▶ **Instructions to follow**:
Given the entries below, copy each of them out exactly.

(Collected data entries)
—————
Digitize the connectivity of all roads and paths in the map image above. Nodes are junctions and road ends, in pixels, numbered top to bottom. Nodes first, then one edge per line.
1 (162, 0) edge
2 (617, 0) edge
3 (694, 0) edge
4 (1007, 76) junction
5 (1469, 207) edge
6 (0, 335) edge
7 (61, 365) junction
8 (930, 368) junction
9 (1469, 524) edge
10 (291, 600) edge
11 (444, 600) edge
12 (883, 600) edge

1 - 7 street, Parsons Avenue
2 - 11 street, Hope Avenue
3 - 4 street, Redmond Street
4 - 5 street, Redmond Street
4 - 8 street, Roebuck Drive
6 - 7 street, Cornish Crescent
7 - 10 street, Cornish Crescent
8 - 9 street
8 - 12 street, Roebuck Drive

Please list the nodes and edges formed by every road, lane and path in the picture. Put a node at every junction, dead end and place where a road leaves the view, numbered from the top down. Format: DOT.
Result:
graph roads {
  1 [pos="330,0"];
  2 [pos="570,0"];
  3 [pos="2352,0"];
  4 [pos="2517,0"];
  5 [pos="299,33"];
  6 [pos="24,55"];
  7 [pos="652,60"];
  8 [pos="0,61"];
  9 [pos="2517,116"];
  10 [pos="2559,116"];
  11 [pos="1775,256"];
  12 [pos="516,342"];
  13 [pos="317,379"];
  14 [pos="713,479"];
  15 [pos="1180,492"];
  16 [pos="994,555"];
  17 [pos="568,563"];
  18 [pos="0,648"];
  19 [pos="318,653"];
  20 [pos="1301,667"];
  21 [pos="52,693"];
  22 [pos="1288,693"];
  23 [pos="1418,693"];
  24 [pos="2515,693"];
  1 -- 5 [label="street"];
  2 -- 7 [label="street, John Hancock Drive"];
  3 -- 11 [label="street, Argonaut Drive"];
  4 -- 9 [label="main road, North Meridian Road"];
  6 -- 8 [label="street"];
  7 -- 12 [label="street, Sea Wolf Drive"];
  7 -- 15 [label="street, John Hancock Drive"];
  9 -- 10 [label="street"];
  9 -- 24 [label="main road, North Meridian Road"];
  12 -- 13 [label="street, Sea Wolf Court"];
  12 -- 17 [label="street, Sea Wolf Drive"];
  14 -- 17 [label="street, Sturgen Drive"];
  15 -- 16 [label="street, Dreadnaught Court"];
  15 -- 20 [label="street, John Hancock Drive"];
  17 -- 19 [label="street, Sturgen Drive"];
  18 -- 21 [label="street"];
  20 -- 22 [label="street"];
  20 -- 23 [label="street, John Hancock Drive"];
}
—————
▶ **Exercise answer**:
Digitize the connectivity of all roads and paths in the map image above. Nodes are junctions and road ends, in pixels, numbered top to bottom. Nodes first, then one edge per line.
1 (162, 0) edge
2 (617, 0) edge
3 (694, 0) edge
4 (1007, 76) junction
5 (1469, 207) edge
6 (0, 335) edge
7 (61, 365) junction
8 (930, 368) junction
9 (1469, 524) edge
10 (291, 600) edge
11 (444, 600) edge
12 (883, 600) edge

1 - 7 street, Parsons Avenue
2 - 11 street, Hope Avenue
3 - 4 street, Redmond Street
4 - 5 street, Redmond Street
4 - 8 street, Roebuck Drive
6 - 7 street, Cornish Crescent
7 - 10 street, Cornish Crescent
8 - 9 street
8 - 12 street, Roebuck Drive

Please list the nodes and edges formed by every road, lane and path in the picture. Put a node at every junction, dead end and place where a road leaves the view, numbered from the top down. Format: DOT.
Result:
graph roads {
  1 [pos="330,0"];
  2 [pos="570,0"];
  3 [pos="2352,0"];
  4 [pos="2517,0"];
  5 [pos="299,33"];
  6 [pos="24,55"];
  7 [pos="652,60"];
  8 [pos="0,61"];
  9 [pos="2517,116"];
  10 [pos="2559,116"];
  11 [pos="1775,256"];
  12 [pos="516,342"];
  13 [pos="317,379"];
  14 [pos="713,479"];
  15 [pos="1180,492"];
  16 [pos="994,555"];
  17 [pos="568,563"];
  18 [pos="0,648"];
  19 [pos="318,653"];
  20 [pos="1301,667"];
  21 [pos="52,693"];
  22 [pos="1288,693"];
  23 [pos="1418,693"];
  24 [pos="2515,693"];
  1 -- 5 [label="street"];
  2 -- 7 [label="street, John Hancock Drive"];
  3 -- 11 [label="street, Argonaut Drive"];
  4 -- 9 [label="main road, North Meridian Road"];
  6 -- 8 [label="street"];
  7 -- 12 [label="street, Sea Wolf Drive"];
  7 -- 15 [label="street, John Hancock Drive"];
  9 -- 10 [label="street"];
  9 -- 24 [label="main road, North Meridian Road"];
  12 -- 13 [label="street, Sea Wolf Court"];
  12 -- 17 [label="street, Sea Wolf Drive"];
  14 -- 17 [label="street, Sturgen Drive"];
  15 -- 16 [label="street, Dreadnaught Court"];
  15 -- 20 [label="street, John Hancock Drive"];
  17 -- 19 [label="street, Sturgen Drive"];
  18 -- 21 [label="street"];
  20 -- 22 [label="street"];
  20 -- 23 [label="street, John Hancock Drive"];
}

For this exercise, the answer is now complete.